Unsuccessful investments can be depressing and hard to deal with. A failed investment can be a great disappointment if you have reached the age when you should be reaping the benefits. That is why a good exit strategy is always best from the onset. Through it, you can drop a failed investment quickly enough and avoid more significant loss.
Below, we share five symptoms of a failing investment:
- Extended periods of negative cash flow
One of the first and most obvious signs of a failing investment is if the company/startup’s balance sheet reads negative continuously for extended periods. Companies can indeed experience difficult times. It is normal. That is why a few months of negative cash flow might not be a cause for alarm. But if the company has failed to bounce back after months of hoping, you might want to protect yourself and exit such an investment.
- Continuous decline in the stock
As an investor, your goal is to make a profit. So you must always keep abreast of the trend and the industry you have invested in. If the stocks you have bought continue to decline, it might be time to cut your losses and move on. This trend will likely continue if a stock’s price keeps falling for prolonged periods. It is better to lose some than all. Hence, it would be best if you exited the trade before a further downward spiral.
- If the investment yield is not competitive
Your expected returns must be realistic. You can make sure of this by checking similar investments in other companies. Once you know what you should get, ensure that the investment meets this expectation. If not, you might want to move. It means the investment is not doing well. Whether it is bonds, stocks, or a startup, ensure the investment yields competitive returns.
- High employee turnover or unexpected (unfavorable) changes
An obvious symptom of a failing company is that people don’t stick around with such businesses. Both customers and employees flee. This is a sign of poor management, which soon leads to a loss of revenue. The moment you notice staff abandoning the company, perhaps it’s time for you to leave. If the company is always hiring new employees, it is also a sign that they can not retain good talent.
- Poor customer rating
Customers are the ones bringing in the funds. If they are unhappy, the business suffers. If the company continues to fail its customers, this signals trouble. You might want to move your investment elsewhere before the trouble comes. You are in the business of making money as an investor. Therefore, if you spot a sign of failure, the wise thing is to move as soon as you can.
Having a plan is crucial in every investment or trading you embark upon. An essential element in every investment strategy is an exit plan. It indicates when to leave an investment when it is yielding or failing. Tools such as stop-loss and take-profit are designed around this idea. But in long-term investment, you must determine an exit plan before you begin.
An exit plan is created based on the following factors:
Time
Before investing in a company, stock, or other assets, determine the time length for the investment. It can be short-term or long-term. The long-term investment could survive market downturns and volatility. But a short-term plan will be more suitable if you need the money within months or a year.

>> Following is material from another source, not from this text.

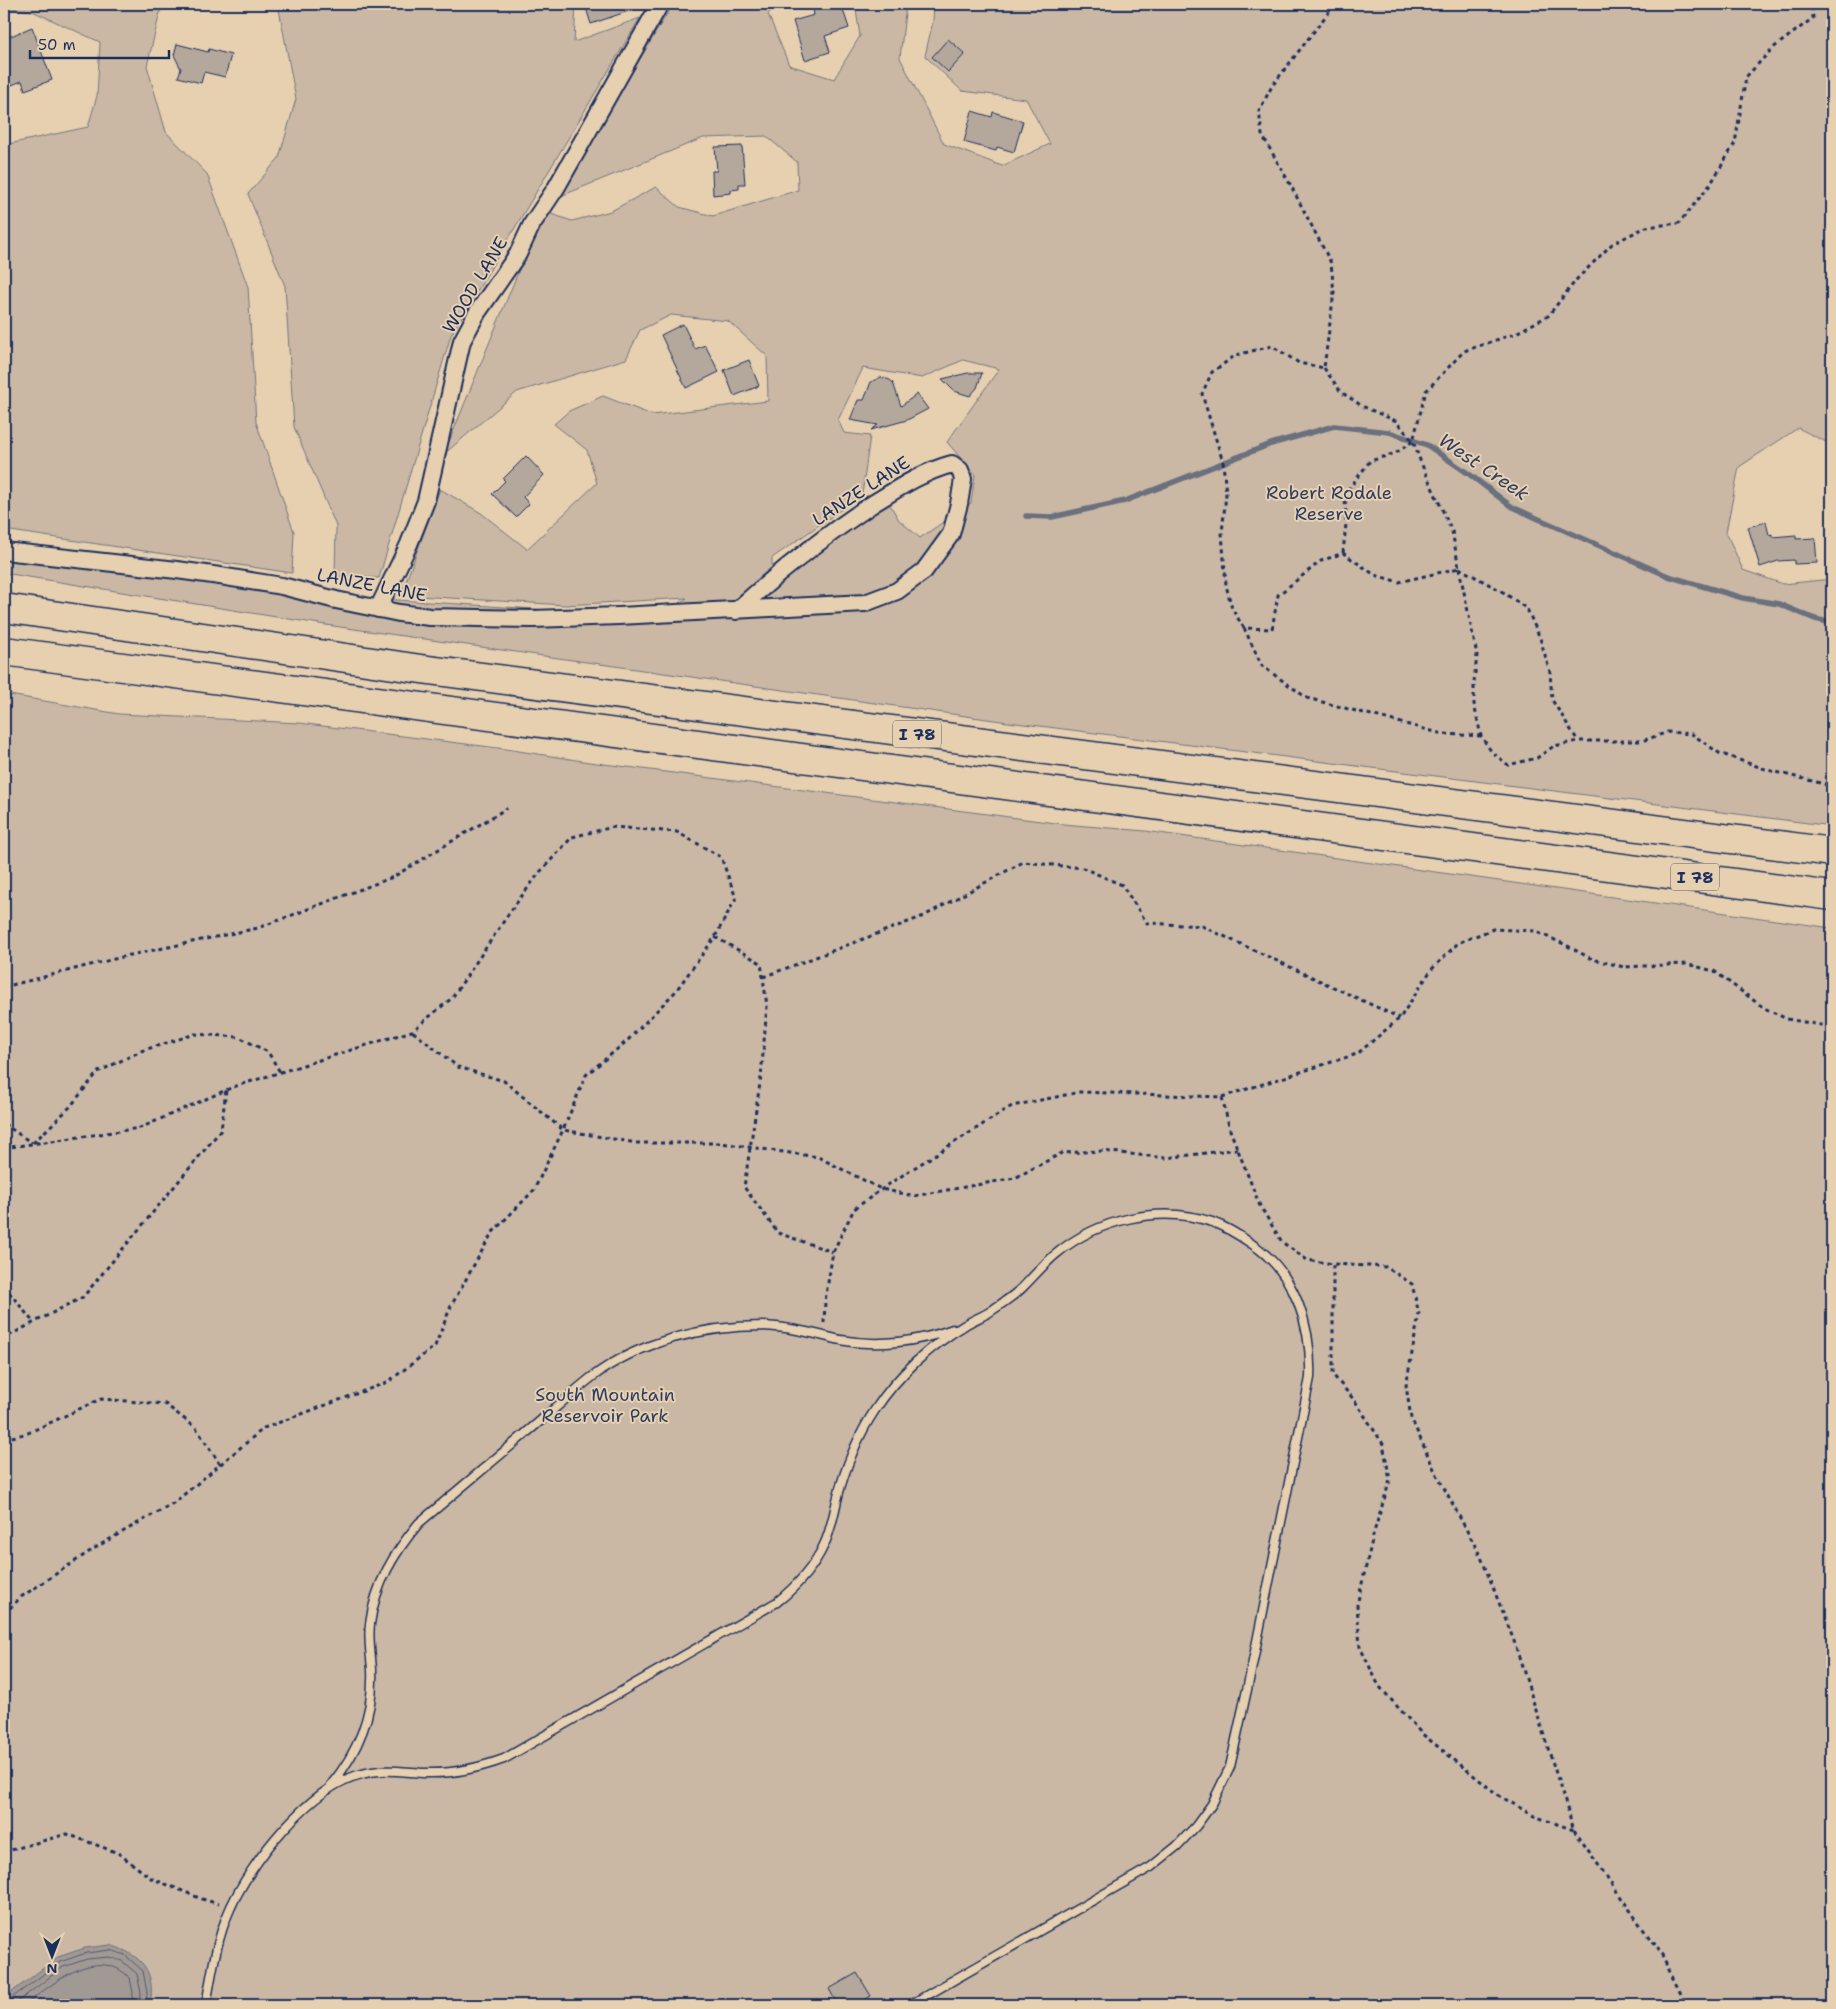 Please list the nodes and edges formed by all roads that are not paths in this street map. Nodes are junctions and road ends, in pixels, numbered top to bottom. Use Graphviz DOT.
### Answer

A factor determining the time horizon of the investment can be your age. For example, a young person under 35 might want to hold their investment till retirement. In contrast, an older investor might be looking at a shorter term, especially if they’re close to retiring.
Investment goal
If you set a target profit for your investment, your exit plan would be based on that target. In the same way, you should determine at what point you wish to let go of the investment takes an unfavorable turn. Although this especially applies to short-term investments, deciding when to leave a long-term investment is essential once things get rough. Fortunately, holding investments for a more extended period usually produce favorable results.
Risk tolerance
The level of risk you can handle should also determine when to let go. Risk-averse investors are willing to forego significant potential returns to lower investment risks. For instance, some prefer US Treasuries to stocks even though stocks have greater yields. The reason is that such investment is risk-free if you wait until it matures.
How to deal with unsuccessful investments
Unsuccessful investments can be disheartening and tough to deal with. But remember that it happens to the best of investors. Even Warren Buffet has had his share of failed investments. It may feel like the end of the world, but it isn’t. You will bounce back and possibly do better next time.
Here are some tips to remember:
Learn from your mistakes
Failure is as great a teacher as success. Therefore, this experience must have taught you what does not work. It is an excellent opportunity to take time off and reevaluate your investment strategies. And discover areas to improve next time.
Find out if recovering your capital is possible
The chances of this might be slim, but it is worth checking if there are provisions for money recovery in the investment scheme.
Do not over-analyze
It is good to reevaluate and record the loss for learning and improvement. However, you might waste more time, energy, and sometimes money while over-analyzing the loss.
Give yourself time and try again
The knowledge gained from that loss will not benefit you if you do not put it to use. Sometimes, the way to quickly recover from a failed investment is to find a new one. This might be scary at first, but that is why you need a little time off to gain perspective. This time, getting back and doing it better could lead to better rewards and faster recovery.